Polda Sumbar Bongkar Modus Baru Mafia Pertalite, Bangku Sopir Disulap Jadi Tangki Penimbun
Padang PN - Polda Sumatera Barat kembali menunjukkan komitmennya dalam memberantas praktik penyalahgunaan energi bersubsidi di wilayah Sumatera Barat. Berselang hanya beberapa jam setelah mengungkap kasus penyalahgunaan gas elpiji 3 kilogram subsidi, jajaran Subdirektorat IV Tindak Pidana Tertentu (Tipidter) Ditreskrimsus kembali berhasil menangkap pelaku penyalahgunaan BBM subsidi jenis Pertalite dengan modus kendaraan modifikasi.
Pelaku diduga memanfaatkan kendaraan roda empat yang telah dimodifikasi khusus untuk menampung BBM subsidi dalam jumlah besar. Modus yang digunakan tergolong licik, yakni merombak bagian bangku sopir menjadi tangki penampung berbahan plat baja, sehingga kendaraan tampak seperti mobil biasa saat melakukan pengisian di SPBU.
Pengungkapan kasus ini mendapat apresiasi luas karena dinilai sebagai langkah nyata aparat dalam menekan praktik mafia migas yang selama ini merugikan negara dan masyarakat. Ketegasan Kapolda Sumbar, Gatot Tri Suryanta, dinilai memperlihatkan keseriusan dalam menindak segala bentuk penyelewengan distribusi BBM subsidi.
Keberhasilan penangkapan berawal dari informasi masyarakat yang melaporkan adanya aktivitas mencurigakan di sekitar SPBU. Menindaklanjuti laporan tersebut, tim opsnal Subdit IV Tipidter Ditreskrimsus segera melakukan pemantauan di lokasi untuk memastikan dugaan pelangsiran BBM subsidi.
Setelah memastikan kendaraan yang dicurigai melakukan pengisian berulang, petugas mengikuti pergerakan mobil tersebut sesaat setelah keluar dari area SPBU. Tidak lama kemudian, aparat melakukan penyergapan dan berhasil mengamankan pelaku tanpa perlawanan.
Dalam pemeriksaan awal, petugas menemukan tangki rakitan tersembunyi di bagian bangku sopir yang diduga digunakan untuk menampung Pertalite dalam jumlah besar sebelum dijual kembali secara ilegal dengan harga lebih tinggi.
Saat ini tersangka beserta kendaraan modifikasi dan barang bukti lainnya telah diamankan di Mapolda Sumbar untuk menjalani proses hukum lebih lanjut.
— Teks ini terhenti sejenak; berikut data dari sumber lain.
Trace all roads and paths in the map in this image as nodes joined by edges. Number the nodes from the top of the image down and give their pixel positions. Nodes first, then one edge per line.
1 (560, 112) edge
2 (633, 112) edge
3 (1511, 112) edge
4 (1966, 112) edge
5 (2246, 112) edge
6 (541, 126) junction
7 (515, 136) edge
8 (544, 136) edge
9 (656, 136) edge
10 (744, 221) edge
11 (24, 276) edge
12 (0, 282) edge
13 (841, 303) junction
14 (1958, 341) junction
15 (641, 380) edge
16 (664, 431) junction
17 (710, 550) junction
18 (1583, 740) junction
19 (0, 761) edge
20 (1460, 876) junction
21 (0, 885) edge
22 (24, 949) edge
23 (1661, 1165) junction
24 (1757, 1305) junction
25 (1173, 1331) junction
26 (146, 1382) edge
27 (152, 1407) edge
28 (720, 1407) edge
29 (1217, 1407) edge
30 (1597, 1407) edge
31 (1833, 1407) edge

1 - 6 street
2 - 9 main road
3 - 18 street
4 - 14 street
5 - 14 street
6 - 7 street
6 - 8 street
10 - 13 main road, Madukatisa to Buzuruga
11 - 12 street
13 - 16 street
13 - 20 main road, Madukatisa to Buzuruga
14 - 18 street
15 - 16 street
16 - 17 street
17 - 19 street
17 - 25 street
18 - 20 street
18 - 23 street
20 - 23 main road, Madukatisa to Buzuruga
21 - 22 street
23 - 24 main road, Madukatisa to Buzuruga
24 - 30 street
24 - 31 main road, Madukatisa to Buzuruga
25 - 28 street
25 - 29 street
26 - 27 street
Penyidik juga tengah mendalami kemungkinan adanya jaringan lain yang terlibat dalam praktik penyelewengan BBM subsidi tersebut.
Polda Sumbar mengimbau masyarakat agar terus aktif melaporkan jika menemukan dugaan penyalahgunaan BBM subsidi maupun praktik pelangsiran di lapangan. Partisipasi masyarakat dinilai sangat penting untuk membantu aparat memutus rantai mafia migas hingga ke akar-akarnya.